* **Description of the task**
All that is needed is an exact copy of the lines from the beginning of the data below through the line containing "position:relative; width:564px; height:2031px;", minus the pictures.

Excerpted data Block Start

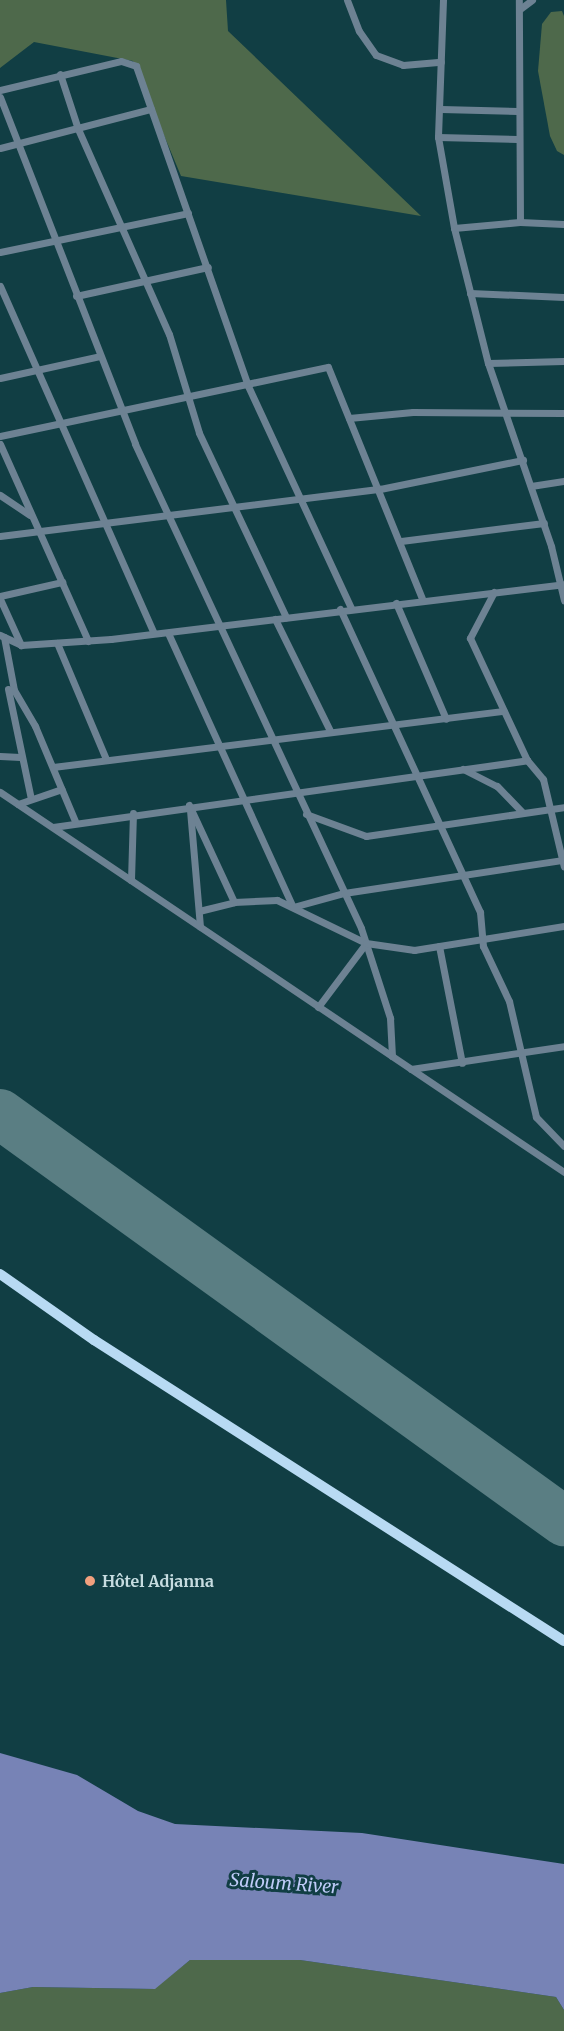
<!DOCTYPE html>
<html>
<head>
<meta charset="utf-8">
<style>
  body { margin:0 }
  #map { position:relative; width:564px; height:2031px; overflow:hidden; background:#113e44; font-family:Merriweather,serif }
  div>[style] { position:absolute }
  .green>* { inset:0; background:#4e694b }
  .water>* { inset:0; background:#7783b6 }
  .runway>* { height:50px; margin:-25px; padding:0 25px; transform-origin:25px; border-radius:25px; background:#5a7e83 }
  .minor>* { height:7px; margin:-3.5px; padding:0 3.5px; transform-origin:3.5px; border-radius:3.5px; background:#6d8293 }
  .trunk>* { height:10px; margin:-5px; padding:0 5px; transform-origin:5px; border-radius:5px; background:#b8daf3 }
  .dots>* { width:16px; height:16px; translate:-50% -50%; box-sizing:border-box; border:3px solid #113e44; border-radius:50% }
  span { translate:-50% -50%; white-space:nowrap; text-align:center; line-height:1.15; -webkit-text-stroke:6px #113e44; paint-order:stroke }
  .poi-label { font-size:16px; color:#c6dce0; font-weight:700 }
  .left { translate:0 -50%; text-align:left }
  .water-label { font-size:18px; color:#bfcbf8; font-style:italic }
</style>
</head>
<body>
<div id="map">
  <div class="green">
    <i style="clip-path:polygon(0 0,226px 0,228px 31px,421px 216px,181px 176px,133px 61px,34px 42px,0 68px)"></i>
    <i style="clip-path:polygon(562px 11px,564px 16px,564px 155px,557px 151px,550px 136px,538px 71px,542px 24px,551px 12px)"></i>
    <i style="clip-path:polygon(190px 1960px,300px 1960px,556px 1997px,564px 2010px,564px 2031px,0 2031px,0 1993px,33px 1987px,154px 1989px)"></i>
  </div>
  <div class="water">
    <i style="clip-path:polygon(0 1753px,77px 1775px,138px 1811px,175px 1824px,362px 1833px,564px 1864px,564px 2010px,556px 1997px,300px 1960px,190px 1960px,155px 1989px,33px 1987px,0 1993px)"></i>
  </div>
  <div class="runway">
    <i style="left:0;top:1114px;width:696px;rotate:35.82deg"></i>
  </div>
  <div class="minor">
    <i style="left:347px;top:0;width:33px;rotate:69deg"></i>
    <i style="left:359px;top:31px;width:29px;rotate:55deg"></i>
    <i style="left:376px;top:55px;width:29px;rotate:20deg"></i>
    <i style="left:403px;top:65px;width:38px;rotate:-5deg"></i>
    <i style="left:443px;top:0;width:137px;rotate:92.1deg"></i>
    <i style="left:438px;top:137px;width:92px;rotate:80deg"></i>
    <i style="left:454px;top:228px;width:139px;rotate:75.9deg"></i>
    <i style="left:488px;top:363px;width:194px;rotate:71deg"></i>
    <i style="left:551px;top:546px;width:56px;rotate:76.5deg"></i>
    <i style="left:520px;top:9px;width:15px;rotate:-37deg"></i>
    <i style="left:60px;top:74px;width:58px;rotate:71.9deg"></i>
    <i style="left:78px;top:129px;width:224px;rotate:66.1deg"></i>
    <i style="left:169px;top:334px;width:103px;rotate:73.1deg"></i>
    <i style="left:199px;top:433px;width:204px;rotate:64.7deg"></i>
    <i style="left:0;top:90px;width:124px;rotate:-13.5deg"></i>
    <i style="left:121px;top:61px;width:16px;rotate:18deg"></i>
    <i style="left:136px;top:66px;width:339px;rotate:70.7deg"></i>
    <i style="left:248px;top:386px;width:245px;rotate:65.1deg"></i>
    <i style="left:0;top:97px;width:372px;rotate:68.7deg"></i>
    <i style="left:135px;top:444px;width:534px;rotate:64.97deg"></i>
    <i style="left:361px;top:928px;width:95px;rotate:72.1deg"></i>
    <i style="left:390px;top:1018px;width:38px;rotate:87deg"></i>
    <i style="left:441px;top:109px;width:76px;rotate:1.5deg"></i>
    <i style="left:438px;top:137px;width:79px;rotate:1.5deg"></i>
    <i style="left:0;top:148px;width:156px;rotate:-14.5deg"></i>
    <i style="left:520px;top:222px;width:44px;rotate:2.6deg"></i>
    <i style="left:454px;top:228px;width:66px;rotate:-5.2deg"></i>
    <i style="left:520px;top:222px;width:222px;rotate:-90.3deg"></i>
    <i style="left:0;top:252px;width:192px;rotate:-11.7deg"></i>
    <i style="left:0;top:286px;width:378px;rotate:66.1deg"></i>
    <i style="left:470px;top:293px;width:94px;rotate:2.4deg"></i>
    <i style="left:76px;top:296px;width:135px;rotate:-12.4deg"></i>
    <i style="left:488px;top:363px;width:76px;rotate:-1.5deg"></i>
    <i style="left:0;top:378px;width:102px;rotate:-12.4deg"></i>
    <i style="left:349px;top:418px;width:64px;rotate:-5.4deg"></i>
    <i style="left:413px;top:412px;width:151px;rotate:0.4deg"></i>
    <i style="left:0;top:436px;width:335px;rotate:-11.9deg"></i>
    <i style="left:328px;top:367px;width:250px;rotate:67.9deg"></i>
    <i style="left:0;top:444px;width:216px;rotate:65.9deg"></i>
    <i style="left:531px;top:486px;width:33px;rotate:-9deg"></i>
    <i style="left:0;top:495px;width:36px;rotate:34deg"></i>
    <i style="left:0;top:536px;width:383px;rotate:-7.1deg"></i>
    <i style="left:380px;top:489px;width:146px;rotate:-11.5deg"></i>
    <i style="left:401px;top:541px;width:144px;rotate:-7.2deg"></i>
    <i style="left:494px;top:592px;width:52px;rotate:117.6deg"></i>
    <i style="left:470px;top:638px;width:135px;rotate:65deg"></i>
    <i style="left:527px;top:760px;width:25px;rotate:50deg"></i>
    <i style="left:543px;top:779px;width:90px;rotate:76.6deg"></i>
    <i style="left:0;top:596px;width:64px;rotate:-12.7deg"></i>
    <i style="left:0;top:599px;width:51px;rotate:65.5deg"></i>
    <i style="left:396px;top:603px;width:126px;rotate:66.7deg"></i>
    <i style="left:340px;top:609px;width:334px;rotate:65.2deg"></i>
    <i style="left:480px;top:912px;width:34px;rotate:85deg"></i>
    <i style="left:483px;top:946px;width:61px;rotate:64.7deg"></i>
    <i style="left:509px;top:1001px;width:119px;rotate:76.9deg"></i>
    <i style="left:536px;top:1117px;width:40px;rotate:46deg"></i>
    <i style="left:275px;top:619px;width:125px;rotate:63.8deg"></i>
    <i style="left:168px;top:633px;width:301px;rotate:65.5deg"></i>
    <i style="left:0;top:635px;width:23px;rotate:25deg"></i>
    <i style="left:21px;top:645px;width:90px;rotate:-3.8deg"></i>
    <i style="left:111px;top:639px;width:456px;rotate:-6.9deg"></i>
    <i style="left:4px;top:637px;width:54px;rotate:79.3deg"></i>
    <i style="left:14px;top:690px;width:42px;rotate:59.7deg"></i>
    <i style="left:35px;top:726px;width:103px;rotate:67.2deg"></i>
    <i style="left:57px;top:643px;width:126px;rotate:67.1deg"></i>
    <i style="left:8px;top:689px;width:112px;rotate:78.2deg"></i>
    <i style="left:0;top:756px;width:20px;rotate:3deg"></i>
    <i style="left:53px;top:767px;width:454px;rotate:-7.1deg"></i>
    <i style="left:463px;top:769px;width:38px;rotate:27deg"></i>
    <i style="left:497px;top:786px;width:36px;rotate:46deg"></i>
    <i style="left:0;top:792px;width:680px;rotate:33.97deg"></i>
    <i style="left:18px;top:804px;width:46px;rotate:-18.8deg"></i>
    <i style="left:189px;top:805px;width:107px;rotate:65.1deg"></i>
    <i style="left:234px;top:902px;width:43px;rotate:-2.7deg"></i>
    <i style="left:277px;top:900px;width:99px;rotate:25.8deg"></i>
    <i style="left:190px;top:810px;width:117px;rotate:85.1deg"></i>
    <i style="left:306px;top:814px;width:64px;rotate:20.1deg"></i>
    <i style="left:366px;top:836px;width:200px;rotate:-8.3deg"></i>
    <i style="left:53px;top:827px;width:479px;rotate:-8deg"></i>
    <i style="left:131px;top:880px;width:67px;rotate:-88.3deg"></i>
    <i style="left:293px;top:907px;width:53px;rotate:-15.4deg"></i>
    <i style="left:344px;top:893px;width:220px;rotate:-8.6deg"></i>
    <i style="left:199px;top:911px;width:36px;rotate:-14deg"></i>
    <i style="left:439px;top:946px;width:119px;rotate:78.9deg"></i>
    <i style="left:318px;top:1007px;width:80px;rotate:-53.1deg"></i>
    <i style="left:366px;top:943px;width:49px;rotate:8.3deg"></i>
    <i style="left:414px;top:950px;width:152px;rotate:-9.1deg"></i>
    <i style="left:411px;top:1069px;width:155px;rotate:-8.5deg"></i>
  </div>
  <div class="trunk">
    <i style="left:0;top:1274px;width:115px;rotate:35.1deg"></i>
    <i style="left:94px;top:1340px;width:558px;rotate:32.64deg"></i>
  </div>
  <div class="dots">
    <i style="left:90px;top:1581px;background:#f2a07e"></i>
  </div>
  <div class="poi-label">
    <span class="left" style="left:102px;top:1581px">Hôtel Adjanna</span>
  </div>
  <div class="water-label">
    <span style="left:284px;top:1884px;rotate:4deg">Saloum River</span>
  </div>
</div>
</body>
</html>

Excerpted data Block End

* **Result for this exercise**
<!DOCTYPE html>
<html>
<head>
<meta charset="utf-8">
<style>
  body { margin:0 }
  #map { position:relative; width:564px; height:2031px; overflow:hidden; background:#113e44; font-family:Merriweather,serif }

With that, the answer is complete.